WÜSTENGECKO
(Pachydactylus rangei)

Dieser endemische Gecko ist auch bekannt als der Palmatogecko und lebt hauptsächlich auf der gefestigten Windseite der Dünen in der Namib Wüste.  Sie sind nachtaktiv und haben grosse Augen ohne Lider, die sie mit ihrer langen Zunge sauberlecken.

Ihre Füsse sind mit Zehenflossen versehen die wie Sandschuhe oder wie Schneeshuhe funktionieren.  Sie kommen in einer Vielfalt von Farben und Musterungen vor und haben eine fast durchsichtige Haut, unter der man die Blutgefässe sehen kann.  Ihren Wasserbedarf decken sie mit dem was sie fressen, wie z.B. verschiedene Insekten wie Grillen, Käfer, Termiten und  Käferlarven.  In Notzeiten lassen sie den Nebel auf ihren grossen Augen kondensieren und lecken dann die Wassertropfen mit ihren langen Zungen ab.

PERINGUEY-OTTER
 (Bitis Peringueyi)

Diese kleine endemische Schlange ist nach der Namaqua-Zwergotter, eine der kleinsten Ottern in der Welt.  Sie erreicht eine Länge von 30cm.  Ihre weit oben am Kopf hervorstehenden Augen ermöglichen ihr, sich in den Sand zu vergraben und dabei die Augen frei zu halten, um die Umgebung nach Beute abzusuchen.  Sie winden sich seitwärts was ihnen erlaubt, sich über den weichen Sand am Gleithang fortzubewegen.  Diese Seitwärtsbewegung hält den Körper fern vom heissen Sand und bewahrt sie vor Überhitzung. Ihre Giftzähne liegen vorne und ihr Gift besteht aus einer Kombination von Nerven-und Gewebegift.  Ihre Jungen werden lebend geboren und sie haben bis zu 10 davon in den Sommermonaten.  Ein kleiner schwarzer Punkt auf dem Schwanz dient dazu, Eidechsen anzuziehen während sich die Schlange im Sand vergraben hat.

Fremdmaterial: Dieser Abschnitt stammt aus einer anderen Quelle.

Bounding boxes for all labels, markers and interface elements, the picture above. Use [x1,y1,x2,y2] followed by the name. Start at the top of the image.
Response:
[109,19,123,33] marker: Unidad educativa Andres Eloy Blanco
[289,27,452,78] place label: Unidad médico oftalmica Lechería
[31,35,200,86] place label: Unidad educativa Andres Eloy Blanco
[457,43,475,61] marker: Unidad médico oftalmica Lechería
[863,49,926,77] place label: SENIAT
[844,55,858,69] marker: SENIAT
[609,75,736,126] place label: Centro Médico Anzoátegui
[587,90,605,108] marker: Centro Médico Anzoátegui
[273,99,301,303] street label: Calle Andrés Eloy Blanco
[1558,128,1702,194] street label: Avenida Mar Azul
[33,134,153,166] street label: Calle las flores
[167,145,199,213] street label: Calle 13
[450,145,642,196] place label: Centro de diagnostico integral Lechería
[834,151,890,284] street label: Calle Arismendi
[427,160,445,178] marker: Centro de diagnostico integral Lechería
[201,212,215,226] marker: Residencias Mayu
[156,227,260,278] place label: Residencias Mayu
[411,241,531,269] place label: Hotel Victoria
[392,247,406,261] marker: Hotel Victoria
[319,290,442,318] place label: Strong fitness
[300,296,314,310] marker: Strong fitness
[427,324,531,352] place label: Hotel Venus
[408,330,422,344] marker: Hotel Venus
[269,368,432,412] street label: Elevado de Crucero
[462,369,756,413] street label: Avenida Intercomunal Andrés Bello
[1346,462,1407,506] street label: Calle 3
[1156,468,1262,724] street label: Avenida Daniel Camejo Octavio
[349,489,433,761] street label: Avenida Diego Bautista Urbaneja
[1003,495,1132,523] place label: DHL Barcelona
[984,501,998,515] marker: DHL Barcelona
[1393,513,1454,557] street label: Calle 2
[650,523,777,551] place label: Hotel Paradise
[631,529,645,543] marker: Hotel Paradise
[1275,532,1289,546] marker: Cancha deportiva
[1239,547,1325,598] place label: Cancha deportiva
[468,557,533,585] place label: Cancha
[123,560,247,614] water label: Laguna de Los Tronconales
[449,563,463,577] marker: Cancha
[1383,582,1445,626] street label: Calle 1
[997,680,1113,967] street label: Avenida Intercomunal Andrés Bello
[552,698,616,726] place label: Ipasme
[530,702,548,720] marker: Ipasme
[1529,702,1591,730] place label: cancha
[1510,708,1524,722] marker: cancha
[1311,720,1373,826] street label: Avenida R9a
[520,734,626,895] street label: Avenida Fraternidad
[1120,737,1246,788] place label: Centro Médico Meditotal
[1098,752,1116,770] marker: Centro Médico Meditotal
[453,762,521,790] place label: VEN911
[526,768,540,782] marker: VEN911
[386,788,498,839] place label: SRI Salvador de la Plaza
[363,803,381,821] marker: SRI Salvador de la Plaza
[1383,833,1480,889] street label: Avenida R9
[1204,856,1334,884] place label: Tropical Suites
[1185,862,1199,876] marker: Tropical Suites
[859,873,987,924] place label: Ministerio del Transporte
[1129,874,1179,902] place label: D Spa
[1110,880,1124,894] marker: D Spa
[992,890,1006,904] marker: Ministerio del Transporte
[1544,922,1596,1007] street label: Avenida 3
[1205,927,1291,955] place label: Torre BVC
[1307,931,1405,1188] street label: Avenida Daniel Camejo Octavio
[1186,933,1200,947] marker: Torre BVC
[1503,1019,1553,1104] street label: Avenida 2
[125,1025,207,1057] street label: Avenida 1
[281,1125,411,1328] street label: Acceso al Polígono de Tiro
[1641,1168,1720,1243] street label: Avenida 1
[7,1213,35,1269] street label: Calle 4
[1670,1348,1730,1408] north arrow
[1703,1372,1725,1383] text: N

Geckos sind hauptsächlich nachtaktiv.  Von den 1130 Gecko-Arten weltweit, leben 111 im südlichen Afrika.  Der Wüstengecko der Namib ist einzigartig da er der einzige Gecko mit vollen Zehenflossen im südlichen Afrika ist.  

Raupen oder Peringuey-Otter Spuren?

Ja, beide gehören zu der Peringueys-Otter, die raupenähnliche Spuren auf dem Gleithang der Dünen hinterlässt.  Diese Spuren führen gewöhnlich zu der Stelle wo sich die Schlange in den Sand gegraben hat und auf eine Eidechse wartet.

ANCHIETAS-WÜSTENEIDECHSE
(Meroles anchietae)

Diese Eidechse ist endemisch in der Namib und ist tagesaktiv.  Sie lebt am Gleithang der Dünen wo der Sand sehr weich ist.  Fühlt sich diese Eidechse bedroht, taucht sie in den losen Sand unter.  Während der grössten Hitze schützt sich die Eidechse vor dem heissen Sand indem sie abwechselnd jeweils zwei Füsse hoch hält. Das hält die Füsse kühl und verhindert dass die Hitze des Sandes den Körper erreicht.  Dieser Trick wirkt als ob sie tanzt und hat ihr den Namen „Thermisch Tanzende Eidechse“ eingebracht. Die Eidechse rennt sehr schnell und jagt Insekten und  fängt selbst Motten aus der Luft.  Mit Schwanz wird sie etwa 10cm lang und legt 1-2 Eier in ihrem Bau.

RADSCHLAGENDE WEISSPINNE
(Carparachne aureoflava)

Diese Spinne lebt im Dünengürtel der Namib und wird auch die Tanzende Weisse Dame genannt.

Es gibt in der Namib zwei Arten der Tanzenden Weissen Dame, doch nur die Carparachne ist für ihre Fluchttaktik durch Radschlagen bekannt.  Diese grosse Wüstenspinne konstruiert ihren Bau aus Seide am Gleithang der Dünen und schliesst ihn mit einer seidenen Falltür.  Sie ist nachtaktiv und jagt Insekten, meistens auf den Gleithängen der Dünen.  Wenn sie sich bedroht fühlt, wie etwa durch Geckos, stürzt sie sich von dem steilen Gleithang der Dünen und rollt sich in einen Ball der mit 44 Umdrehungen per Sekunde die Düne hinunterkollert.  Diese Fluchttaktik ist für all ihre Verfolger zu schnell.  Unten angekommen schützt sie sich von etwaigen Feinden, die dort auf sie warten könnten, indem sie vier Beine in die Luft streckt und drohend herumspringt.  Sie hat grosse Giftzähne und kann schmerzhaft beissen mit mildem Gift.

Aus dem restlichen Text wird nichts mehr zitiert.